> **Activity**:
Which lines make up the answer? Those from the line with "I need the junctions and links of all roads that" through the end of the data; reproduce them exactly.

[Items from a dataset]

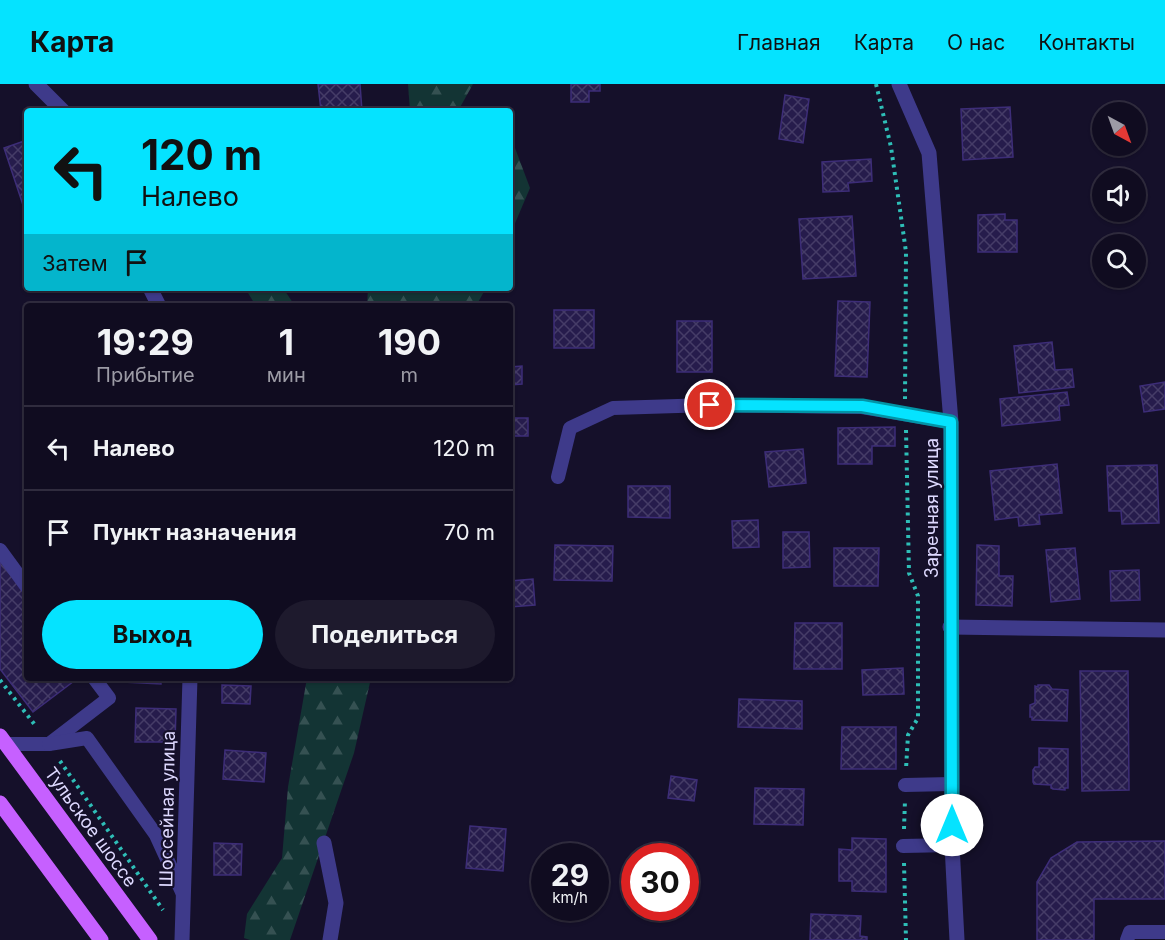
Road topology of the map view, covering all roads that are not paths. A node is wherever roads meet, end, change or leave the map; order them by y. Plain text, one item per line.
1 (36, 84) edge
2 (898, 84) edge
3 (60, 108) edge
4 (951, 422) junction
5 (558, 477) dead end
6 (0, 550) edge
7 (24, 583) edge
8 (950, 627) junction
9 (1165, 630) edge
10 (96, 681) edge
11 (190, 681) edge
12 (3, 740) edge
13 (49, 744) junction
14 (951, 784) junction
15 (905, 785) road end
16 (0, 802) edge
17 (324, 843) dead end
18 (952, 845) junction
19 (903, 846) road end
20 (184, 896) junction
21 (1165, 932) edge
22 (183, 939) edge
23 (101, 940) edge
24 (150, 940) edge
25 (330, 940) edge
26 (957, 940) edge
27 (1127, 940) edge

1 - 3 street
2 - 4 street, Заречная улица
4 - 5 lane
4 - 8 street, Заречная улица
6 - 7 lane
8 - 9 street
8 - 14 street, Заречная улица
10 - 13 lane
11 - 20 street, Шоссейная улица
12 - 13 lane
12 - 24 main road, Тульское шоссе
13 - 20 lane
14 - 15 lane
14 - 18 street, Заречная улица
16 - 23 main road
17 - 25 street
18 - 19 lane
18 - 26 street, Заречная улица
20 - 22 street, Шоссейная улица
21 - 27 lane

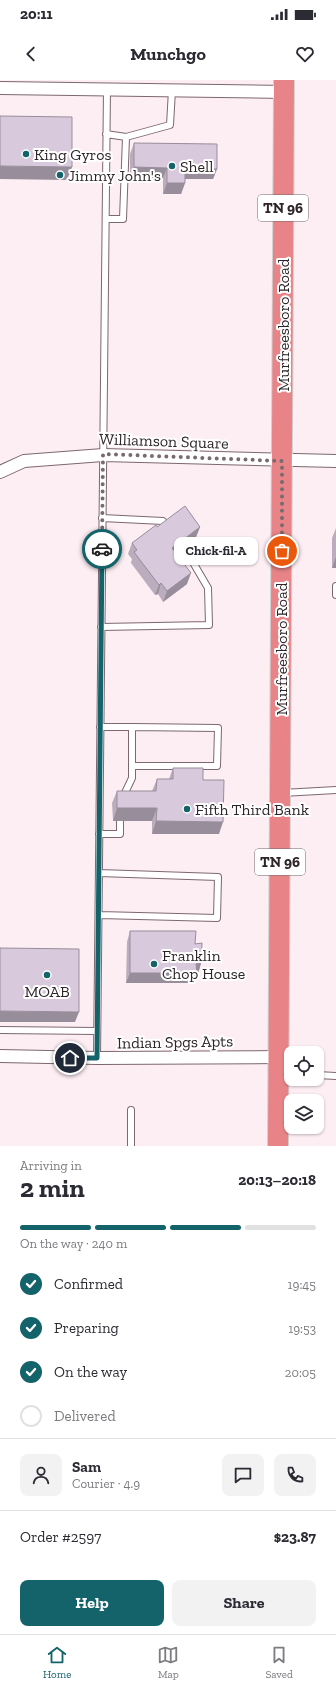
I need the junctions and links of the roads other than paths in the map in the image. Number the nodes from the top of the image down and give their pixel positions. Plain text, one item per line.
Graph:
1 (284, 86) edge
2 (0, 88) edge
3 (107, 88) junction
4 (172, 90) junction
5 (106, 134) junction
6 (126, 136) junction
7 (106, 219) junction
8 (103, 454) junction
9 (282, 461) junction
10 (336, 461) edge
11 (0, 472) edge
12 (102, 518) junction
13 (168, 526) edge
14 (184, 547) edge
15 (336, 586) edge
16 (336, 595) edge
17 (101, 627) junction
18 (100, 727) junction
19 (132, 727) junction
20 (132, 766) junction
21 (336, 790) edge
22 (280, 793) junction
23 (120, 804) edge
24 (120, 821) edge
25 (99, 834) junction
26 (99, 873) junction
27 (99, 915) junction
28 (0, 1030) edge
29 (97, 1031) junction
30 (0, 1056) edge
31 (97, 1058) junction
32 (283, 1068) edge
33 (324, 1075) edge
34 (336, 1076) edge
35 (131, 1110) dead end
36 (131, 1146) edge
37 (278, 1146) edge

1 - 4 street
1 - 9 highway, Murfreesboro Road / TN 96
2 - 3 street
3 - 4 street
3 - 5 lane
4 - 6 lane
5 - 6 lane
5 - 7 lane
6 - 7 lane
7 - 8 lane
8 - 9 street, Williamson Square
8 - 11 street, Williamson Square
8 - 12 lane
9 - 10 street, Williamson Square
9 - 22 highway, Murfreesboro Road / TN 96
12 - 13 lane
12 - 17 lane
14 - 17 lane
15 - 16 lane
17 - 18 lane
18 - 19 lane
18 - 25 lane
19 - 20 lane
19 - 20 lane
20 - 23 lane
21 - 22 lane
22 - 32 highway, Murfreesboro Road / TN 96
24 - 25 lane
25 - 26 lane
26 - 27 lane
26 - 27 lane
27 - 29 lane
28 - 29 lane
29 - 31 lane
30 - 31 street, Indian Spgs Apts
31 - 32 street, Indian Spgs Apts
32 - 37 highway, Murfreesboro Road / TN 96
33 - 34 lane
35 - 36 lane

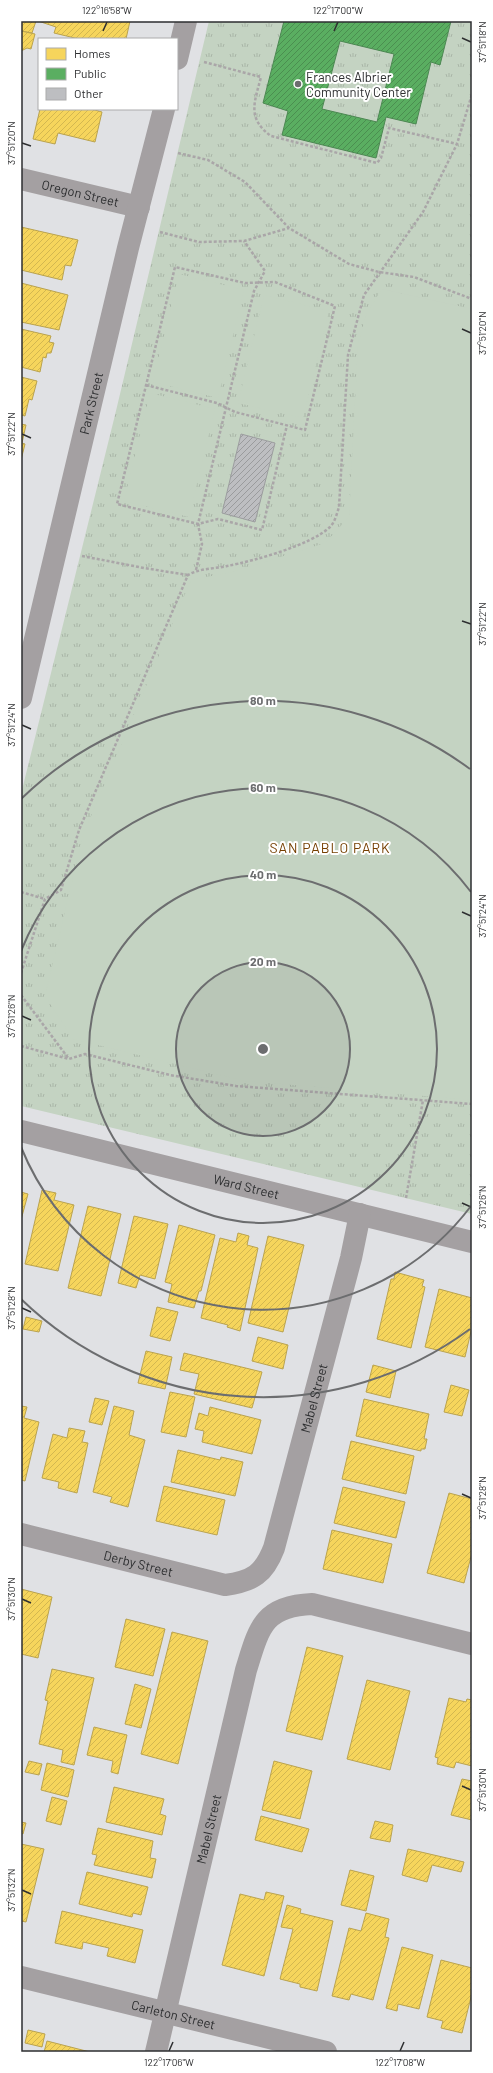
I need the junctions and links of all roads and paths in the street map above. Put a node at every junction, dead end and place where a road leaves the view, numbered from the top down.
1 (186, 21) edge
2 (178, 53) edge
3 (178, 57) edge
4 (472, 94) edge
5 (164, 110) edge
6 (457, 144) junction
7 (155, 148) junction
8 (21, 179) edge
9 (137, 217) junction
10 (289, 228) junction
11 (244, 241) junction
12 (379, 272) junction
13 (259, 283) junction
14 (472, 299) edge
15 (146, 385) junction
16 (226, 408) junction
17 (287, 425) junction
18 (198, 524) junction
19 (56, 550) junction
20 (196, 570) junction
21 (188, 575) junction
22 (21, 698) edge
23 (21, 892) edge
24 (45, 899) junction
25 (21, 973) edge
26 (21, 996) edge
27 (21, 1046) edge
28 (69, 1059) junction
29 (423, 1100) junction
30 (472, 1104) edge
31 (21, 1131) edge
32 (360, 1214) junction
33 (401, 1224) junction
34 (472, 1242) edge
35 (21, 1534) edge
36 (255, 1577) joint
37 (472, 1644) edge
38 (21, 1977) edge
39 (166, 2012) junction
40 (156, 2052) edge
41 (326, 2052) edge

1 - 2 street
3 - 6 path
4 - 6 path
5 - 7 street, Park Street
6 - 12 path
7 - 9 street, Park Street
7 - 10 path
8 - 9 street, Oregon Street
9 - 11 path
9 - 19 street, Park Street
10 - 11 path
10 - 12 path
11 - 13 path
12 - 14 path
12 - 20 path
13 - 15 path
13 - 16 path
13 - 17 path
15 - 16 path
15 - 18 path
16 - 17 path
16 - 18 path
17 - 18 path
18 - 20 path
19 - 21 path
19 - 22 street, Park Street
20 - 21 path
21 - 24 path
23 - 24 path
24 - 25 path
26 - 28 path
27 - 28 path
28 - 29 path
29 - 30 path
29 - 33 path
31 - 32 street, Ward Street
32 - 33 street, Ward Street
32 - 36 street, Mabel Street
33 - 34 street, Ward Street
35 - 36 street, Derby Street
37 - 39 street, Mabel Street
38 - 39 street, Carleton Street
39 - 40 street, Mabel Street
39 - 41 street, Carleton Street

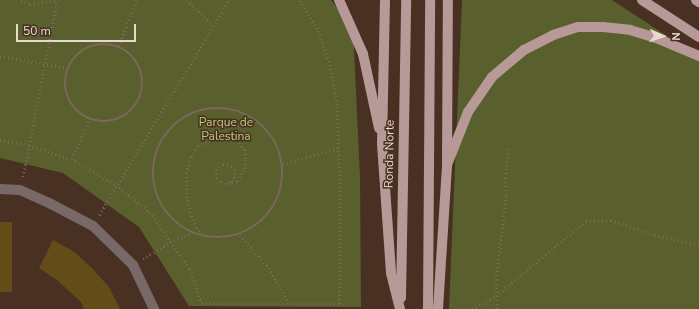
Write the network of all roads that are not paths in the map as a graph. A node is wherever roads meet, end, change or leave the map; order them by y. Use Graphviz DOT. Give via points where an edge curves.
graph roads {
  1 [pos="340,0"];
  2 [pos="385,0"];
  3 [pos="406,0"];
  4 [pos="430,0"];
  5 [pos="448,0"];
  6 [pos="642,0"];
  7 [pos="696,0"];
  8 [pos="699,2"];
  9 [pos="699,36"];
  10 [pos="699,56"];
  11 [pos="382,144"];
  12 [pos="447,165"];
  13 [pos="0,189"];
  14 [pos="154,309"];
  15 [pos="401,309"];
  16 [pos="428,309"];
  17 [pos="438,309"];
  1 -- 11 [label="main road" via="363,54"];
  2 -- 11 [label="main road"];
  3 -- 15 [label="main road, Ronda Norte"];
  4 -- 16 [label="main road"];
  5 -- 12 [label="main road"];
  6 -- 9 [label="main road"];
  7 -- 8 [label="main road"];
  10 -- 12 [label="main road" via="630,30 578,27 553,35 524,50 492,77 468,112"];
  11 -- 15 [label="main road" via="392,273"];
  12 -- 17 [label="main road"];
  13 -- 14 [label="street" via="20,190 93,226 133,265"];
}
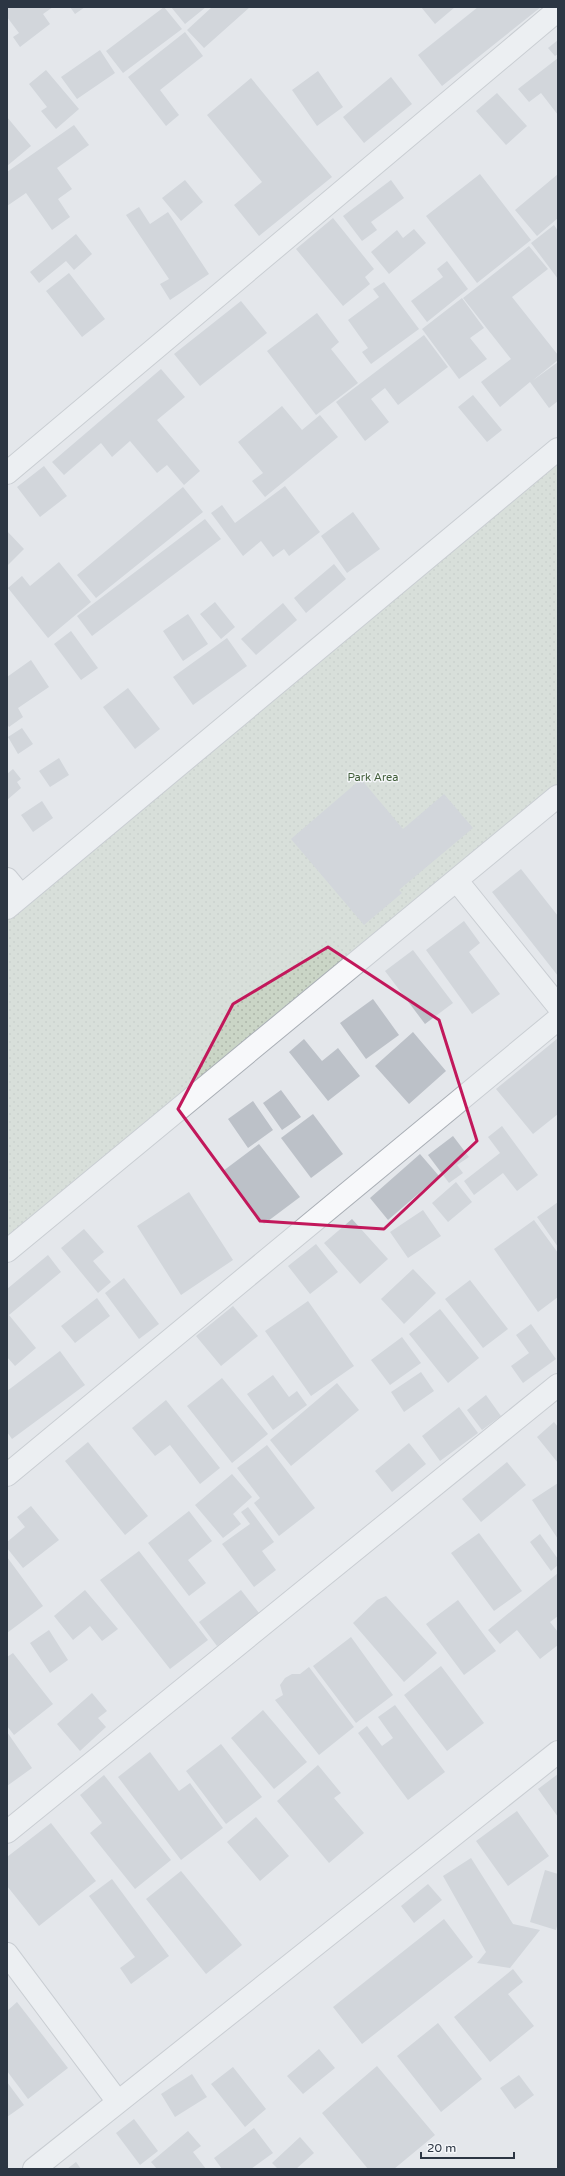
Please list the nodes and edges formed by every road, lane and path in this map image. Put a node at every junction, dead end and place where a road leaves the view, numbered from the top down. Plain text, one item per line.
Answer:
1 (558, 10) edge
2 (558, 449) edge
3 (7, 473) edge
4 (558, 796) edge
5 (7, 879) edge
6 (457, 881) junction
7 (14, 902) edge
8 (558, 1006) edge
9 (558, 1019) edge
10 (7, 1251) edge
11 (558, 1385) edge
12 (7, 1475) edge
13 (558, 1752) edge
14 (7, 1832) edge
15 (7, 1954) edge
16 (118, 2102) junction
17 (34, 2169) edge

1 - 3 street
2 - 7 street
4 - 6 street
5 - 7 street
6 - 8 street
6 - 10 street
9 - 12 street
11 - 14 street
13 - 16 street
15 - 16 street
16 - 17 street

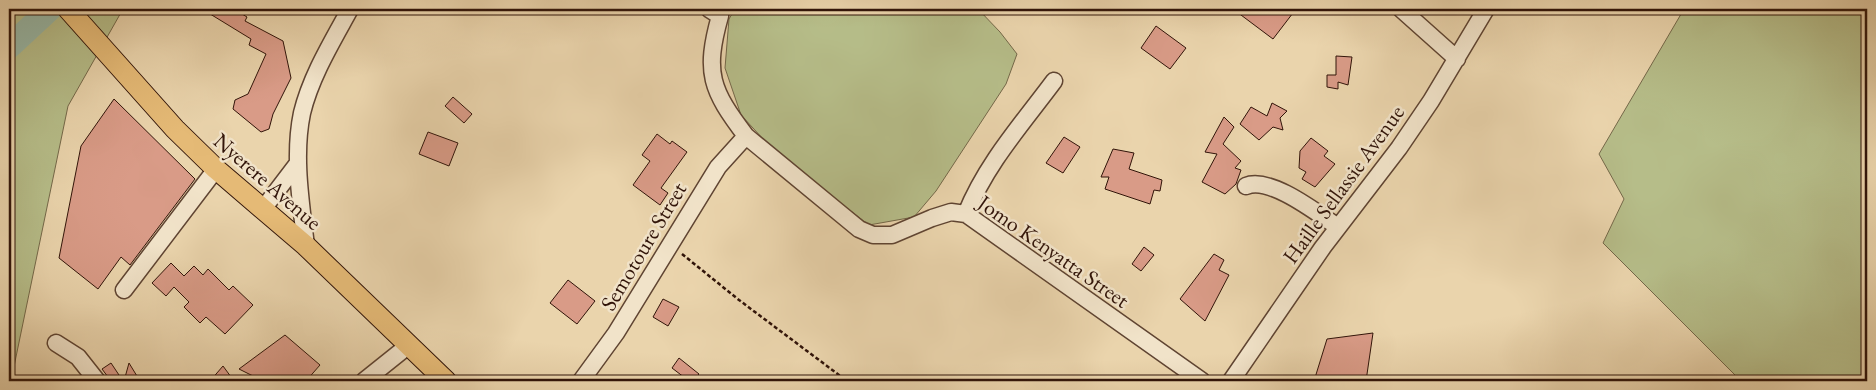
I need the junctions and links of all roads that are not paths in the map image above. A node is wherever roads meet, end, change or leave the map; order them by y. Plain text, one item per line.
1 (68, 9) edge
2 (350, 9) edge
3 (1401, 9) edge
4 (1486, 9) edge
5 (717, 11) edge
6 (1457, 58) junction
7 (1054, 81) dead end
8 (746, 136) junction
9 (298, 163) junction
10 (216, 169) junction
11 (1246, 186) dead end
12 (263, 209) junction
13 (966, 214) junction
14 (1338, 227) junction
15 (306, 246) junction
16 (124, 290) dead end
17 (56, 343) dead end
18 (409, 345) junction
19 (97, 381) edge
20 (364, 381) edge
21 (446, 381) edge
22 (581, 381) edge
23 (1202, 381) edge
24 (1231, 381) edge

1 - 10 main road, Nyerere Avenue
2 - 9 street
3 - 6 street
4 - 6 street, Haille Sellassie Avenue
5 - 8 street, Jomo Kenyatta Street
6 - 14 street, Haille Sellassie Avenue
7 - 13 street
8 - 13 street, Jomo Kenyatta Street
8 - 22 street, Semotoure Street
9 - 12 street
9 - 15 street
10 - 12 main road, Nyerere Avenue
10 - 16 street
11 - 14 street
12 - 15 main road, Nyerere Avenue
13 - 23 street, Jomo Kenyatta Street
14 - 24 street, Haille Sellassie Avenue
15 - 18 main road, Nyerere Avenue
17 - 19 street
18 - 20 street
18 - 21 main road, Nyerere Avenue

> **Solved exercise**:
I need the junctions and links of all roads that are not paths in the map image above. A node is wherever roads meet, end, change or leave the map; order them by y. Plain text, one item per line.
1 (68, 9) edge
2 (350, 9) edge
3 (1401, 9) edge
4 (1486, 9) edge
5 (717, 11) edge
6 (1457, 58) junction
7 (1054, 81) dead end
8 (746, 136) junction
9 (298, 163) junction
10 (216, 169) junction
11 (1246, 186) dead end
12 (263, 209) junction
13 (966, 214) junction
14 (1338, 227) junction
15 (306, 246) junction
16 (124, 290) dead end
17 (56, 343) dead end
18 (409, 345) junction
19 (97, 381) edge
20 (364, 381) edge
21 (446, 381) edge
22 (581, 381) edge
23 (1202, 381) edge
24 (1231, 381) edge

1 - 10 main road, Nyerere Avenue
2 - 9 street
3 - 6 street
4 - 6 street, Haille Sellassie Avenue
5 - 8 street, Jomo Kenyatta Street
6 - 14 street, Haille Sellassie Avenue
7 - 13 street
8 - 13 street, Jomo Kenyatta Street
8 - 22 street, Semotoure Street
9 - 12 street
9 - 15 street
10 - 12 main road, Nyerere Avenue
10 - 16 street
11 - 14 street
12 - 15 main road, Nyerere Avenue
13 - 23 street, Jomo Kenyatta Street
14 - 24 street, Haille Sellassie Avenue
15 - 18 main road, Nyerere Avenue
17 - 19 street
18 - 20 street
18 - 21 main road, Nyerere Avenue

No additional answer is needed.